In the device described in Japanese Unexamined Publication No. H08-318010, it is better that the division punch dividing the space of the die is as thin as possible; however, a certain degree of thickness is necessary for strength of the die. Therefore, a thin space with a range of the thickness of the division punch is formed if the division punch gets down after filling the raw material powder into the space in a divided state by the division punch: as a result, a part of the raw material powder filled in the center part or the peripheral part is broken into the space generated by the division punch getting down, so that it is difficult to accurately form a boundary between the center part and the peripheral part.
Moreover, there is a problem in which the raw material powder to be filled into the center part is filled also on the raw material powder in the peripheral part because when the raw material powder is filled into the space of the center part after filling the raw material powder into the space of the peripheral part, a shoe box moves above the raw material powder previously filled in the peripheral part.
The present invention is achieved in consideration of the above circumstances, and has an object to provide a manufacturing device and a manufacturing method which accurately forms the boundary between the layers and which can prevent a mixture of the different kinds of the raw material powder.
A manufacturing device of the present invention includes: a die forming a cavity; a lower punch which can be inserted into the cavity from beneath and an upper punch which can be inserted into the cavity from above; and a shoe box which can move on a surface of the die in order to fill raw material powder into the cavity.
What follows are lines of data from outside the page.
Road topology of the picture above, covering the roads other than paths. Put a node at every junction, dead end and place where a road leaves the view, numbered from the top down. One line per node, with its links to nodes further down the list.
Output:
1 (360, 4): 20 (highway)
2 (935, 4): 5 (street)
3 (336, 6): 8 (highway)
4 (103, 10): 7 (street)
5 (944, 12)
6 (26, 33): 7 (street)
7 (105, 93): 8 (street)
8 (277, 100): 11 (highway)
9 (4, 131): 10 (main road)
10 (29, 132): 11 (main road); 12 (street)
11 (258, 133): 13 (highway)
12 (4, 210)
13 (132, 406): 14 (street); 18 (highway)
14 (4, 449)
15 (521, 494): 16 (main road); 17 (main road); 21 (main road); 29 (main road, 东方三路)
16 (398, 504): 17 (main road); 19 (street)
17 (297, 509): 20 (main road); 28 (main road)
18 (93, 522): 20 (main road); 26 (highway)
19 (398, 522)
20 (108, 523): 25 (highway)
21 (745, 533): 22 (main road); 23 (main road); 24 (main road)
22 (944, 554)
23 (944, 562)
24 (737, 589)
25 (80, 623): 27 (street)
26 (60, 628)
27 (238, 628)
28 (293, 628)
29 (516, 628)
In the device, the die and the lower punch are provided to be segmented into a plurality of segmental dies and segmental lower punches by a division plane parallel to a direction of an insertion of the lower punch across the cavity, and slidable along the division plane; the cavity can be divided to a plurality of divided cavities, along with a slide of the segmental dies and the segmental lower punches, along the division plane; the shoe box can move along a direction crossing the division plane; and the raw material powder can be respectively filled in the divided cavities divided when the segmental dies and the segmental lower punches are slid along the division plane.
According to this manufacturing device, the die and the lower punch can slide along the division plane. Sliding these parts so as to divide the cavity into plural, the respective cavities which are divided (these are called divided cavities) are placed in a state of alignment along the division plane: accordingly, by moving the shoe box in a direction across the division plane, the other kind of raw material powder can be reliably filled into the respective divided cavities individually without mixing the other kinds of raw material powder. Moreover, the cavities are combined at the division plane, so that there is no gap between the divided cavities and the boundary can be formed accurately.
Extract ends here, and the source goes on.